While making a buy-sell decision regarding the financial asset, one of the points to pay attention to is the reaction that will occur according to the reference levels to 30 and 70. If the RSI indicator goes above level 70, the OVERBOUGHT view gets attention while if it goes below level 30, the OVERSOLD view gets attention. A financial asset in the overbought or oversold zone might be a signal for a possible return, but you shouldn’t rush for such a return alone.
*** In the case where the RSI indicator returns from the oversold zone and goes above level 30 or makes a return from level 30 or its vicinity, the positive pricing behavior regarding the asset might grow stronger. With this, a possible exit request towards the reference level of 70 might keep the agenda busy.
*** In the case where the RSI indicator returns from the overbought zone and goes below level 70 or makes a return from level 70 or its vicinity, the negative pricing behavior regarding the asset might grow stronger. With this, a possible regression request towards the reference level of 30 might keep the agenda busy.
RSI – Divergence!
The inconsistency between the asset pricing and the Oscillator indicator, which helps us see the overbought and overbought zones might be on the agenda in some periods.
The concept elaborated as divergence is explained as the positive or negative signals according to the reference levels of 30 and 70 not being supported by the asset price.
In this section, which is taken into consideration as Positive Or Negative incompatibility, our main focus point is price asset. The related incompatibility removes the buy-sell signal until the price and the indicator are in harmony.

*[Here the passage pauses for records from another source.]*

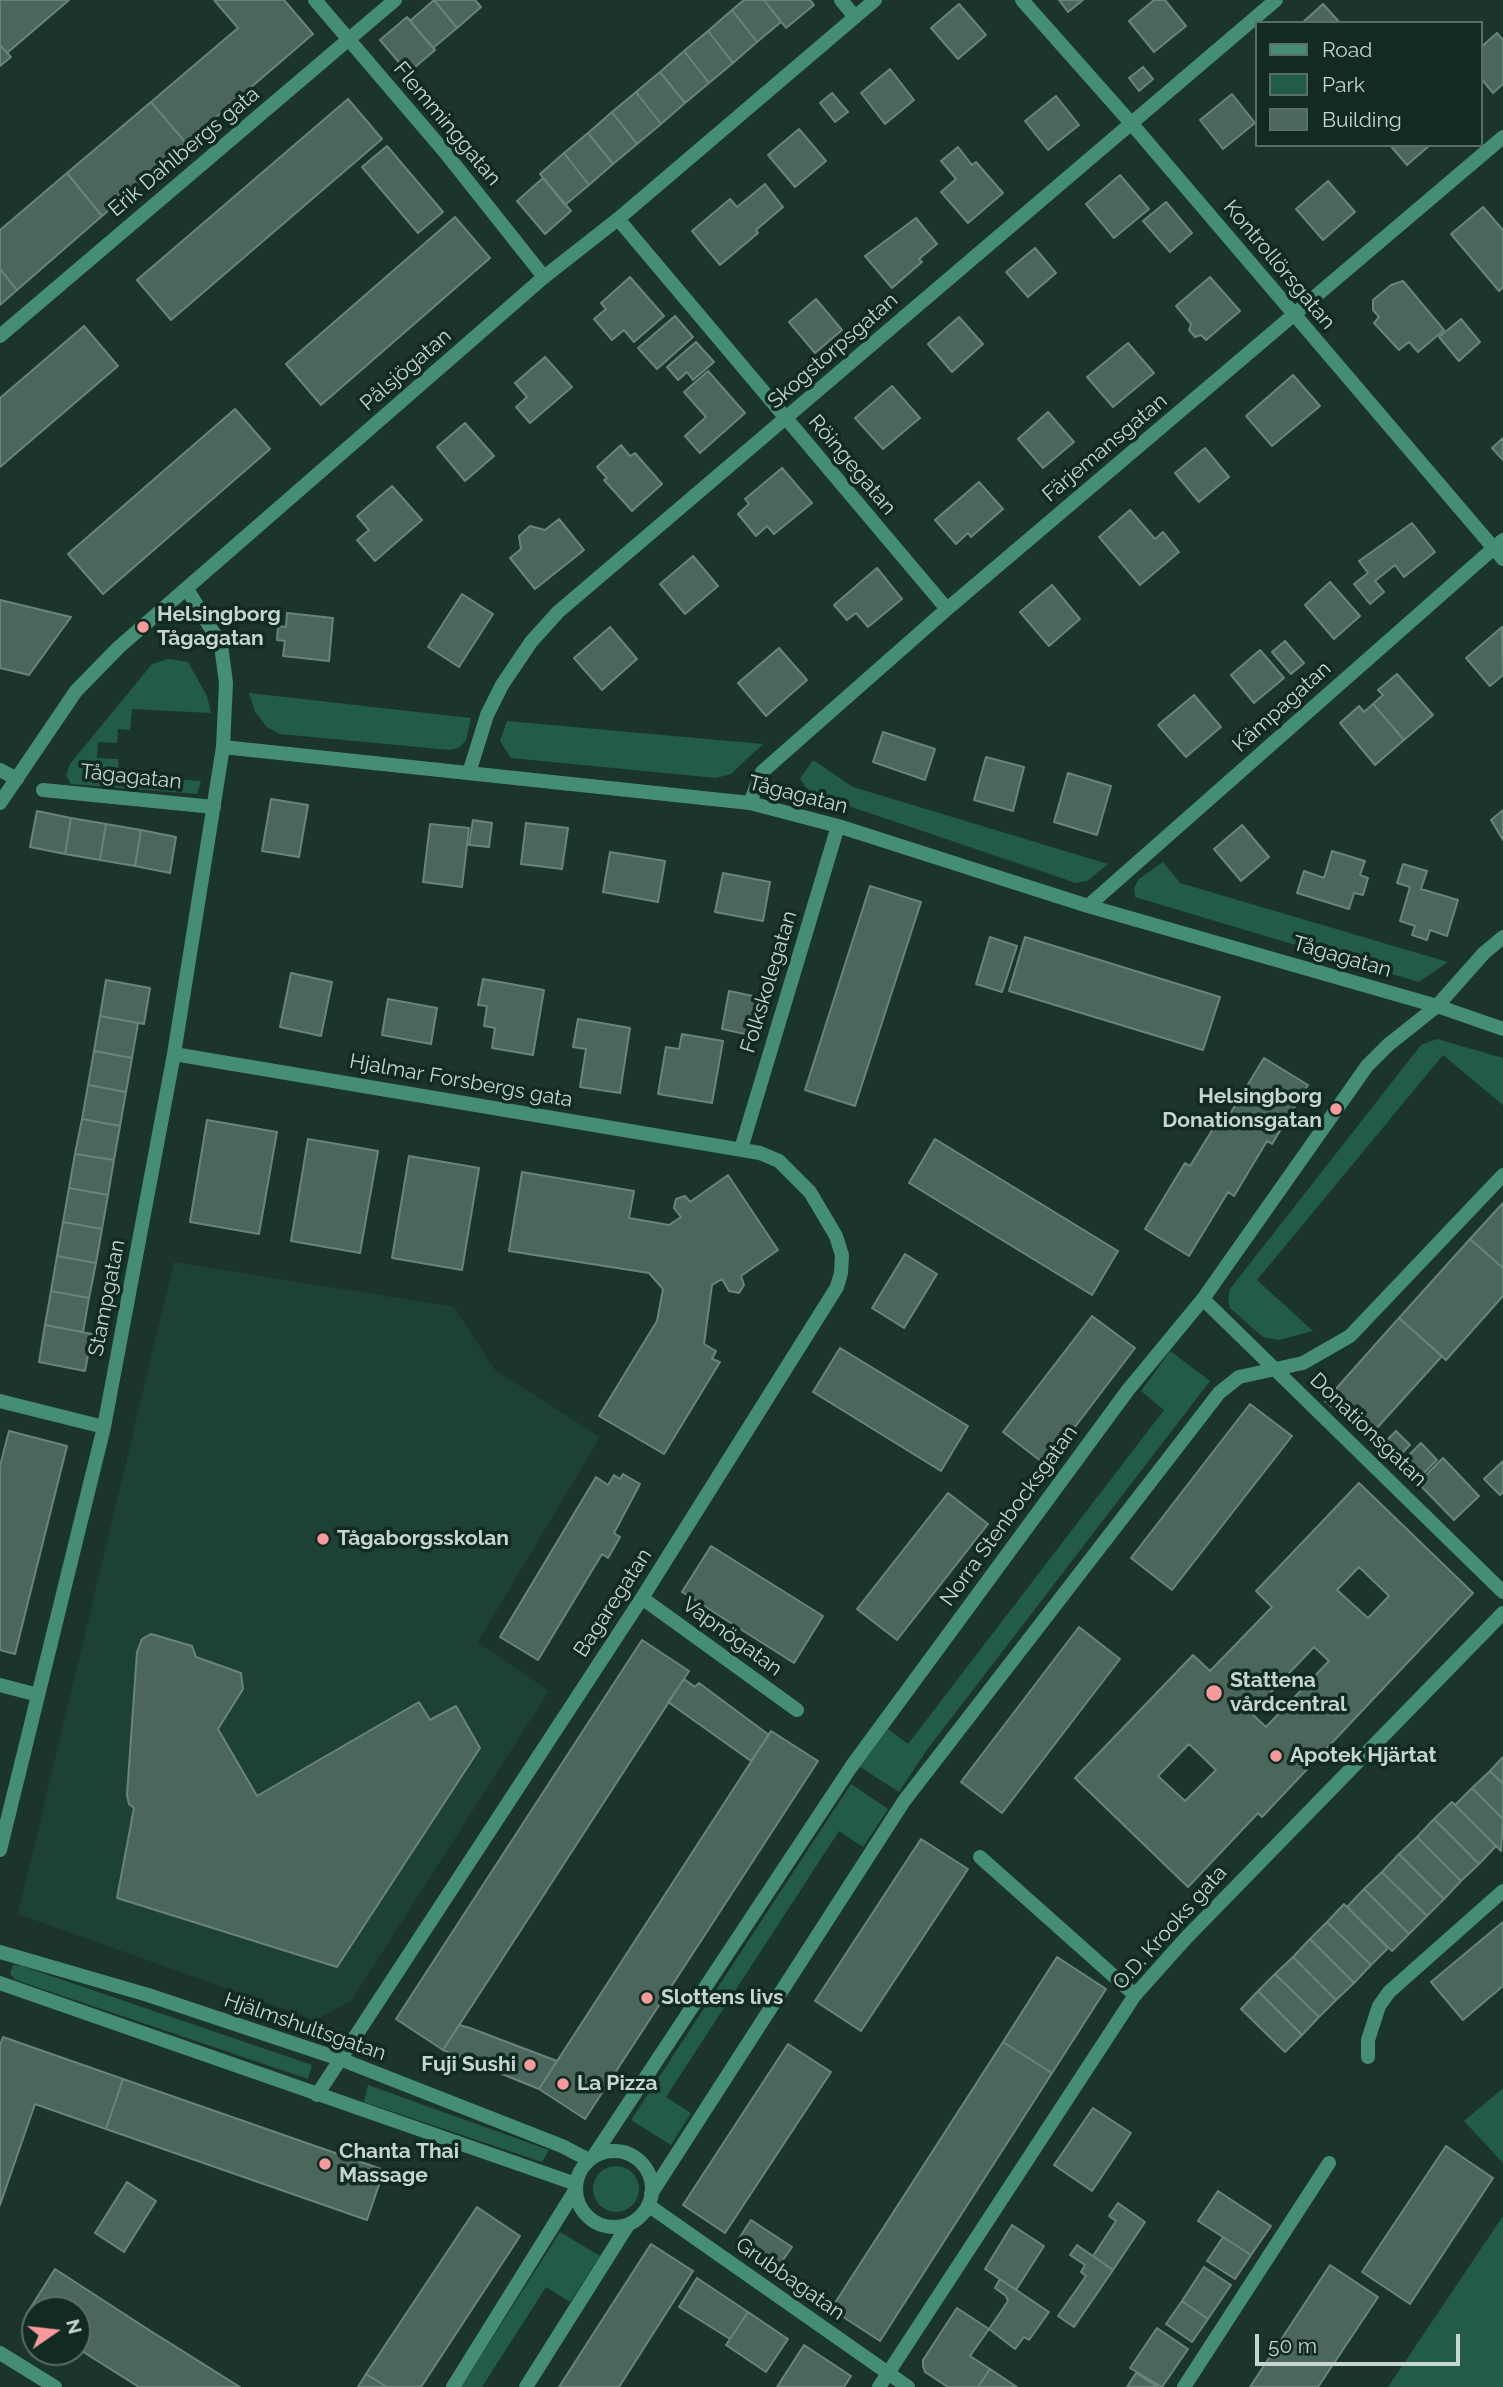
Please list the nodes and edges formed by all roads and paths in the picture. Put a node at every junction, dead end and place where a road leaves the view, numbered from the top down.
1 (315, 0) edge
2 (395, 0) edge
3 (841, 0) edge
4 (875, 0) edge
5 (1022, 0) edge
6 (1276, 0) edge
7 (855, 17) junction
8 (348, 40) junction
9 (1131, 123) junction
10 (1503, 136) edge
11 (618, 219) junction
12 (544, 277) junction
13 (1293, 315) junction
14 (0, 336) edge
15 (785, 419) junction
16 (1500, 549) edge
17 (187, 589) junction
18 (947, 609) junction
19 (223, 747) junction
20 (0, 770) edge
21 (470, 774) junction
22 (17, 779) junction
23 (43, 790) dead end
24 (0, 803) edge
25 (750, 803) junction
26 (214, 807) junction
27 (838, 826) junction
28 (1088, 906) junction
29 (1503, 937) edge
30 (1437, 1006) junction
31 (1503, 1029) edge
32 (174, 1054) junction
33 (741, 1149) junction
34 (1503, 1175) edge
35 (1203, 1299) junction
36 (1275, 1368) junction
37 (0, 1401) edge
38 (104, 1427) junction
39 (1503, 1592) edge
40 (642, 1598) junction
41 (1503, 1614) edge
42 (0, 1685) edge
43 (38, 1695) junction
44 (797, 1710) dead end
45 (0, 1850) edge
46 (980, 1857) dead end
47 (1503, 1891) edge
48 (0, 1952) edge
49 (0, 1983) edge
50 (1135, 1995) junction
51 (1368, 2057) dead end
52 (340, 2059) junction
53 (317, 2095) junction
54 (591, 2159) junction
55 (1329, 2163) dead end
56 (576, 2186) junction
57 (650, 2200) junction
58 (628, 2225) junction
59 (0, 2353) edge
60 (888, 2373) junction
61 (55, 2387) edge
62 (453, 2387) edge
63 (526, 2387) edge
64 (879, 2387) edge
65 (908, 2387) edge
66 (1184, 2387) edge

1 - 8 street, Flemminggatan
2 - 8 street, Erik Dahlbergs gata
3 - 7 street
4 - 7 street, Pålsjögatan
5 - 9 street, Kontrollörsgatan
6 - 9 street, Skogstorpsgatan
7 - 11 street, Pålsjögatan
8 - 12 street, Flemminggatan
8 - 14 street, Erik Dahlbergs gata
9 - 13 street, Kontrollörsgatan
9 - 15 street, Skogstorpsgatan
10 - 13 street, Färjemansgatan
11 - 12 street, Pålsjögatan
11 - 15 street, Röingegatan
12 - 17 street, Pålsjögatan
13 - 16 street, Kontrollörsgatan
13 - 18 street, Färjemansgatan
15 - 18 street, Röingegatan
15 - 21 street, Skogstorpsgatan
16 - 28 street, Kämpagatan
17 - 19 street
17 - 22 street, Pålsjögatan
18 - 25 street, Färjemansgatan
19 - 21 street, Tågagatan
19 - 26 street, Stampgatan
20 - 22 street
21 - 25 street, Tågagatan
22 - 24 street, Pålsjögatan
23 - 26 street, Tågagatan
25 - 27 street, Tågagatan
26 - 32 street, Stampgatan
27 - 28 street, Tågagatan
27 - 33 street, Folkskolegatan
28 - 30 street, Tågagatan
29 - 30 street, Norra Stenbocksgatan
30 - 31 street, Tågagatan
30 - 35 street, Norra Stenbocksgatan
32 - 33 street, Hjalmar Forsbergs gata
32 - 38 street, Stampgatan
33 - 40 street, Bagaregatan
34 - 36 street
35 - 36 street, Donationsgatan
35 - 54 street, Norra Stenbocksgatan
36 - 39 street, Donationsgatan
36 - 57 street
37 - 38 street
38 - 43 street, Stampgatan
40 - 44 street, Vapnögatan
40 - 52 street, Bagaregatan
41 - 50 street, O.D. Krooks gata
42 - 43 street
43 - 45 street, Stampgatan
46 - 50 street
47 - 51 street
48 - 52 street, Hjälmshultsgatan
49 - 53 street
50 - 60 street, O.D. Krooks gata
52 - 53 street, Bagaregatan
52 - 54 street, Hjälmshultsgatan
53 - 56 street
54 - 56 street, Norra Stenbocksgatan
54 - 57 street
55 - 66 street
56 - 58 street
56 - 62 street, Norra Stenbocksgatan
57 - 58 street
57 - 60 street, Grubbagatan
58 - 63 street
59 - 61 street
60 - 64 street, O.D. Krooks gata
60 - 65 street, Grubbagatan

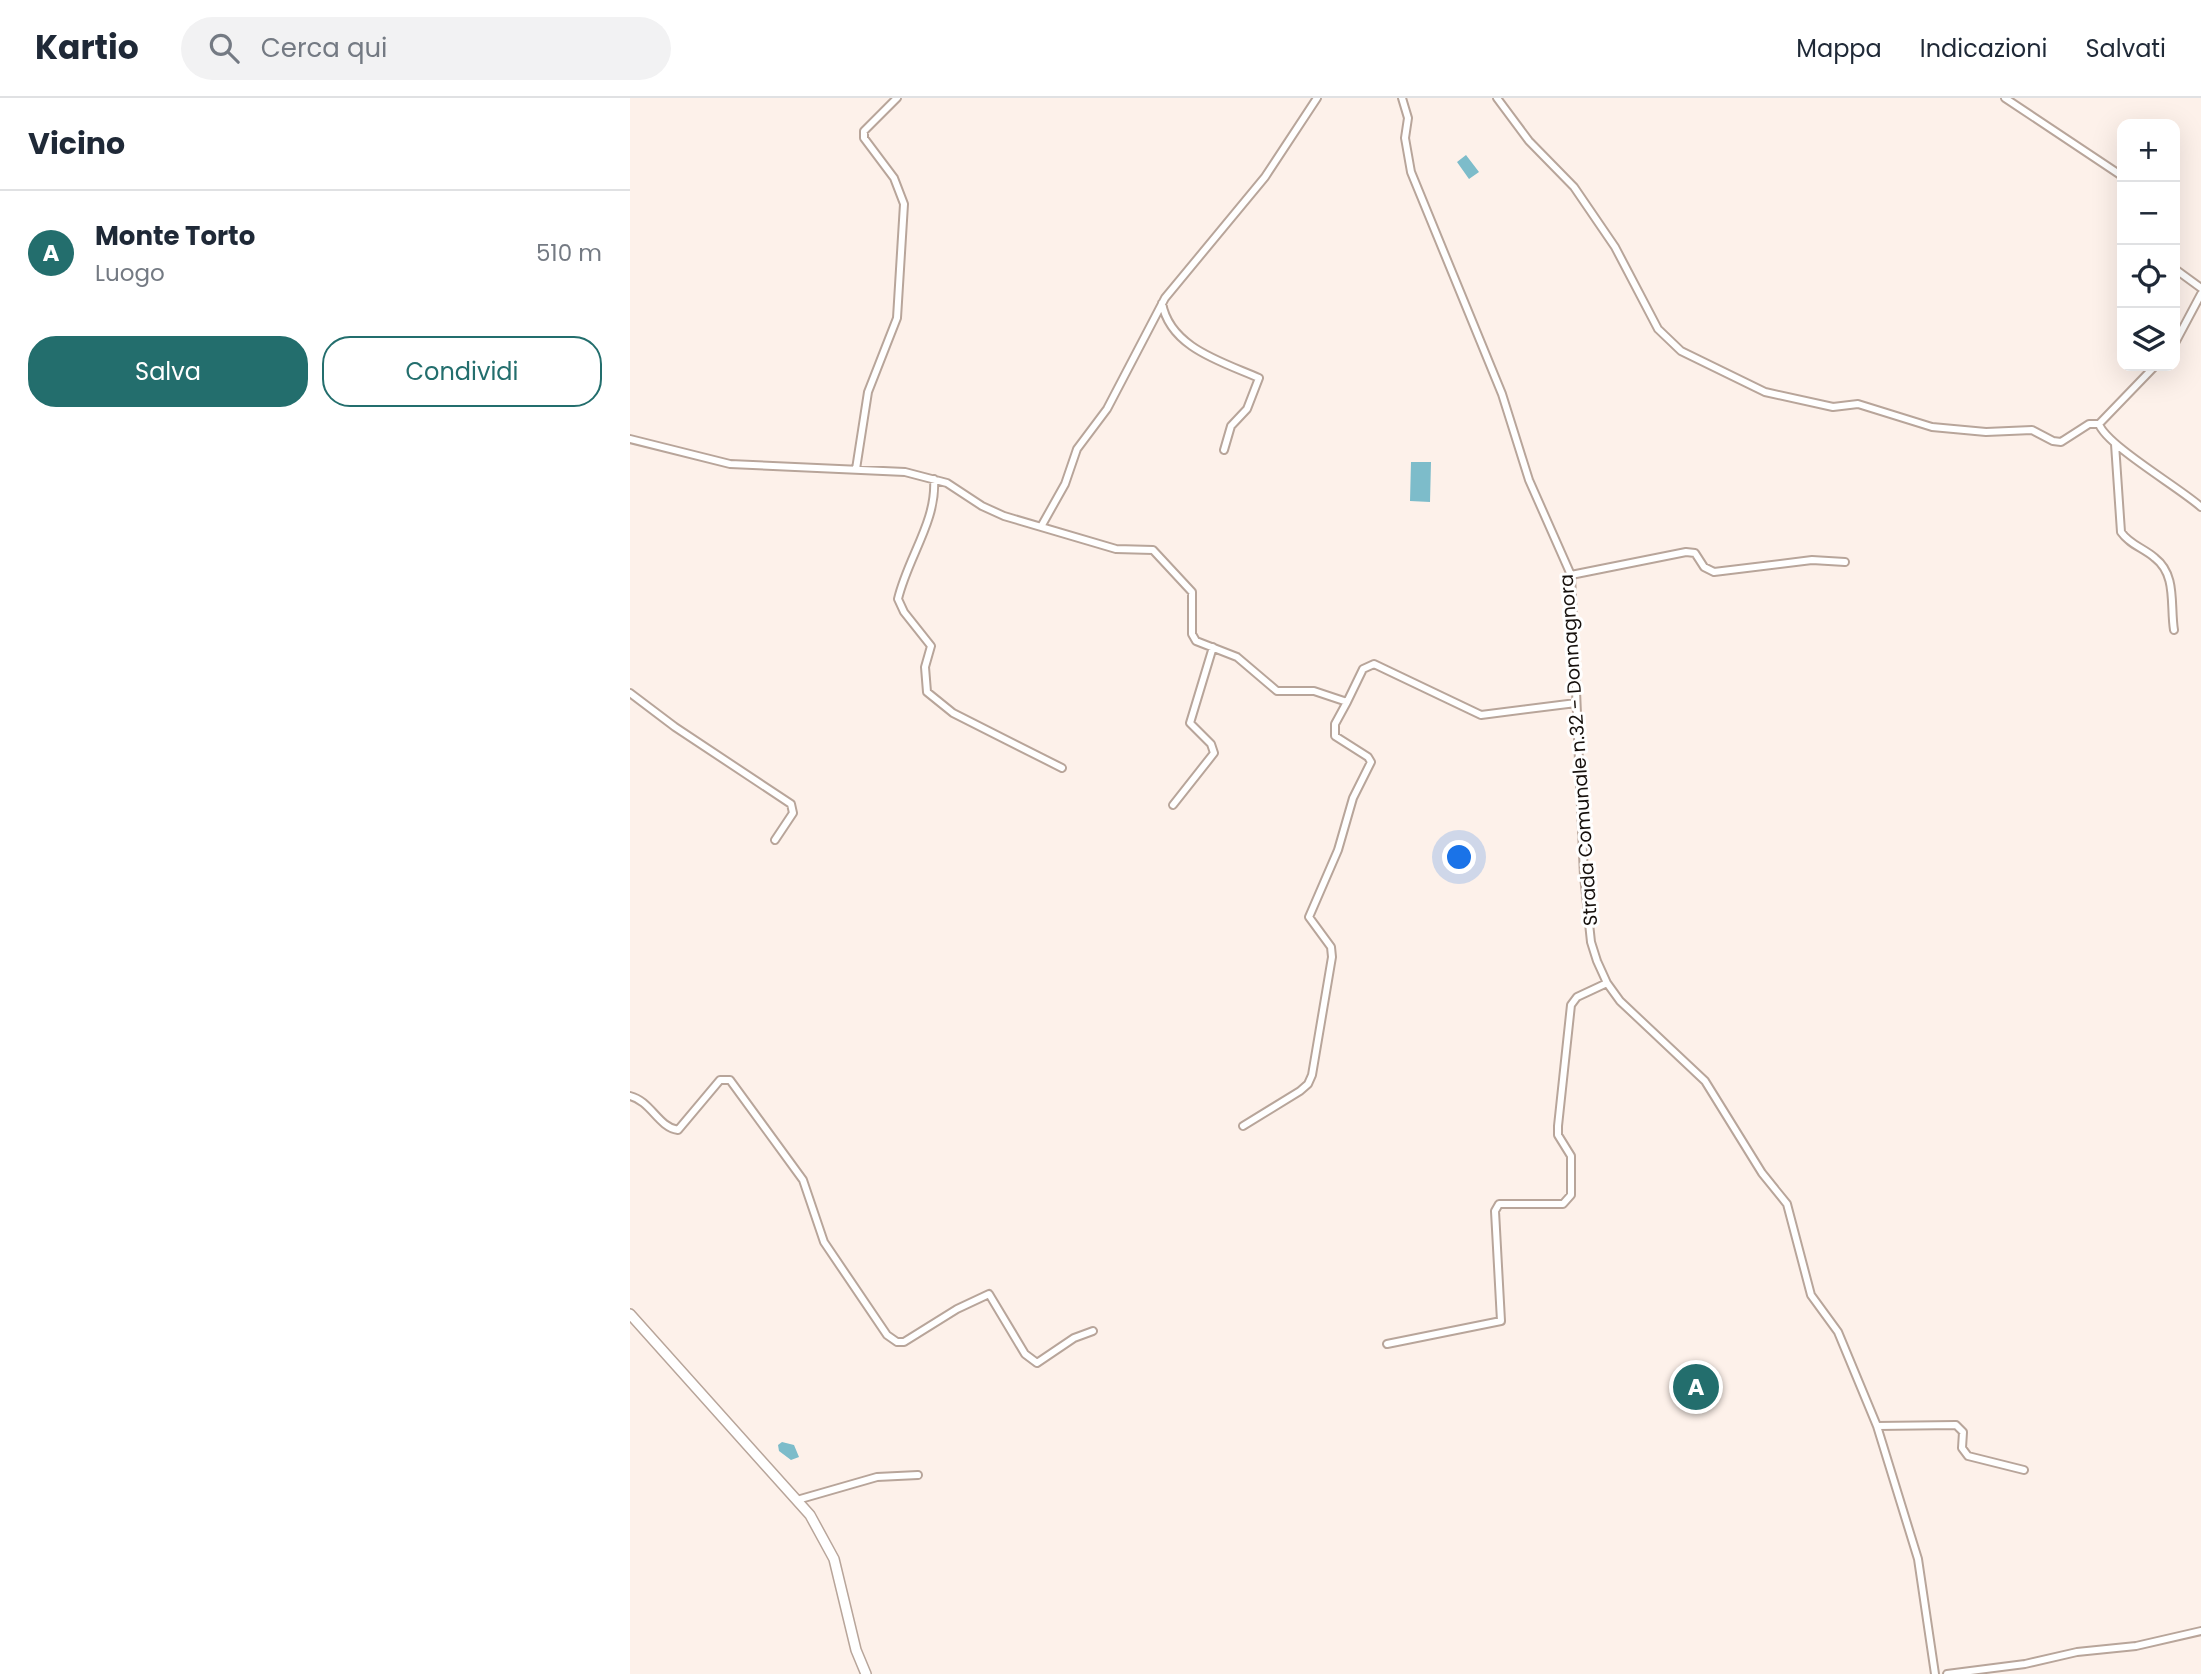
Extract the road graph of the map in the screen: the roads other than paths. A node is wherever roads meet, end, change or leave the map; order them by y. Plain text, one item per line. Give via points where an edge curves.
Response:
1 (897, 98) edge
2 (1317, 98) edge
3 (1402, 98) edge
4 (1497, 98) edge
5 (2005, 98) edge
6 (2117, 173) edge
7 (2180, 273) edge
8 (2201, 288) edge
9 (2201, 294) edge
10 (1162, 303) junction
11 (2180, 334) edge
12 (2150, 371) edge
13 (2099, 424) junction
14 (630, 439) edge
15 (2115, 444) junction
16 (1224, 450) dead end
17 (856, 470) junction
18 (934, 479) junction
19 (2201, 507) edge
20 (1042, 526) junction
21 (1845, 562) dead end
22 (1571, 575) junction
23 (2174, 630) dead end
24 (1213, 647) junction
25 (630, 692) edge
26 (1347, 702) junction
27 (1576, 703) junction
28 (1062, 768) dead end
29 (1173, 805) dead end
30 (775, 840) dead end
31 (1606, 983) junction
32 (630, 1096) edge
33 (1243, 1126) dead end
34 (630, 1314) edge
35 (1093, 1331) dead end
36 (1387, 1344) dead end
37 (1877, 1426) junction
38 (2024, 1470) dead end
39 (918, 1475) dead end
40 (797, 1500) junction
41 (2201, 1631) edge
42 (866, 1674) edge
43 (1935, 1674) edge
44 (1947, 1674) edge

1 - 17 street via 864,131 864,138 894,178 904,204 897,318 868,392
2 - 10 street via 1265,177
3 - 22 street, Strada Comunale n.32 - Donnagnora via 1408,118 1405,138 1411,172 1502,394 1529,480
4 - 13 street via 1529,141 1574,187 1620,255 1658,329 1681,351 1765,392 1833,407 1858,404 1932,427 2032,430 2061,442 2089,424
5 - 6 street
7 - 8 street
9 - 11 street
10 - 16 street via 1165,318 1191,347 1259,379 1247,409 1231,426
10 - 20 street via 1107,409 1077,449 1065,484
12 - 13 street
13 - 15 street
14 - 17 street via 730,464
15 - 19 street
15 - 23 street via 2121,532 2168,572
17 - 18 street via 905,472
18 - 20 street via 993,511
18 - 28 street via 932,515 919,538 898,600 931,646 925,667 927,691 953,713
20 - 24 street via 1116,549 1153,550 1192,592 1192,634
21 - 22 street via 1812,560 1714,572 1704,567 1695,553 1686,552
22 - 27 street, Strada Comunale n.32 - Donnagnora
24 - 26 street via 1237,657 1277,691 1314,691
24 - 29 street via 1190,723 1214,752
25 - 30 street via 791,804 793,813
26 - 27 street via 1363,669 1374,664 1481,715
26 - 33 street via 1335,724 1335,736 1371,762 1309,917 1331,947 1332,957 1312,1075 1300,1091
27 - 31 street, Strada Comunale n.32 - Donnagnora via 1591,942
31 - 36 street via 1577,997 1571,1005 1558,1126 1558,1135 1571,1156 1571,1195 1563,1204 1499,1204 1495,1211 1501,1321
31 - 37 street, Strada Comunale n.32 - Donnagnora via 1705,1082 1787,1204 1811,1295 1838,1332
32 - 35 street via 678,1130 720,1080 730,1080 803,1180 824,1242 887,1335 897,1342 989,1294 1025,1354 1037,1363
34 - 40 main road
37 - 38 street via 1956,1425 1963,1432 1962,1448 1968,1456
37 - 43 street, Strada Comunale n.32 - Donnagnora via 1918,1559
39 - 40 street via 868,1479
40 - 42 main road via 834,1559
41 - 44 street via 2136,1646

In the Oscillator indicators, which help us see the overbought and oversold zones, the incompatibility times will affect trade performance negatively. Thus, no indicator should be used alone.
*** RSI indicator is a crucial indicator for traders. While the related indicator needs to be used in line with the theoretical approach, probable revisions of asset pricing are also essential for minimizing the current risk. Moreover, because it has a slow working mechanism (as the trend expectation is also supported), signals arriving late might cause delays in making investment decisions. Thus, specifically, traders who realize intra-power trades must not forget that the RSI indicator should be evaluated alongside other auxiliary tools.